Can she do better? I believe so. Assuming that RESPs are already maxed out, investing the $4,500 annually in an informal in-trust account invested in a low cost indexed portfolio (assuming 5% return) would result in $168k after 20 years. Let the account grow for another 20 years, and now the account is worth $445k ($1.18M after 40 years) with the added bonus that it is 100% liquid.
I can’t say that whole life insurance doesn’t have a place out there. I can see some benefit to adult wealthy people who have all of their own accounts maxed out (RRSP, TFSA, RESP, mortgage paid off), have dependents, and looking for more tax deferral (and perhaps a way to pay off large capital gains tax upon passing).
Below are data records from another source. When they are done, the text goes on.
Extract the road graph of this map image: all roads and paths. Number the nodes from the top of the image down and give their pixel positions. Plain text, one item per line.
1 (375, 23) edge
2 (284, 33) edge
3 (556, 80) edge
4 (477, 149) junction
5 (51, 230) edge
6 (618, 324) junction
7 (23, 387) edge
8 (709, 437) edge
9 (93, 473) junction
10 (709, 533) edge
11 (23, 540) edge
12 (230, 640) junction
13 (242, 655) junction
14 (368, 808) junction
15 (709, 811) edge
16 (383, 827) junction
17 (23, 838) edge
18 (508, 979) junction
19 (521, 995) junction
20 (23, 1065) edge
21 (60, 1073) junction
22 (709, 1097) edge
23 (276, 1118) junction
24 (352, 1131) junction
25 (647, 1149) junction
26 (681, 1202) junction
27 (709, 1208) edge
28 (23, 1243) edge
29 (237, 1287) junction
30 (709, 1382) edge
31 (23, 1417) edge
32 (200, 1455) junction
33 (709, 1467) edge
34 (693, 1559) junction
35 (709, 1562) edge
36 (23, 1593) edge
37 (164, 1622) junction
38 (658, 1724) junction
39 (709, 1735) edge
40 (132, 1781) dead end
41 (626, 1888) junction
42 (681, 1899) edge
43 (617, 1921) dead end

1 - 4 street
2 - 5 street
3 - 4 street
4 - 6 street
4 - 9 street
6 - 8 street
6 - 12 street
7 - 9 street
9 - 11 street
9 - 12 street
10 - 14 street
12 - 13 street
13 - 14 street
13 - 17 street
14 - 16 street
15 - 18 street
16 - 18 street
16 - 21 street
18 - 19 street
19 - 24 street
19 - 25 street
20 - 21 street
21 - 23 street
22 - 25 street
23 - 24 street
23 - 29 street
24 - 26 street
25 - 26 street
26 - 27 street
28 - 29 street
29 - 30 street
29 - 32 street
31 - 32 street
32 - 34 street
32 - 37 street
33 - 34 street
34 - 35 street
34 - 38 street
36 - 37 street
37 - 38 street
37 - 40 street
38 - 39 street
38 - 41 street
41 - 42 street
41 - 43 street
However, this may benefit only very small percentage of the population. Most people are better off buying lower cost term insurance and investing the rest with the goal of eventually becoming self-insured through your own accumulated wealth.
Whenever I hear these stories about recommending big insurance for children, my “rip off” alarm tends to sound. It may sound a little harsh, but whole/universal life insurance products are generally overpriced products that only benefit a very very small percentage of the (adult) population. What makes it worse is that there is a conflict of interest as insurance agents are paid a higher commission selling whole life/universal life insurance rather than selling the more sensible term life insurance.
Moral of the story? Avoid whole/universal life insurance for children; invest in their education instead. If you’ve already maxed out their education fund, consider an informal in-trust investment account (available at most discount brokers) and invest the premiums in a low cost portfolio. When the children become adults and require their own insurance, they can purchase lower cost term life insurance to help financially protect their dependents.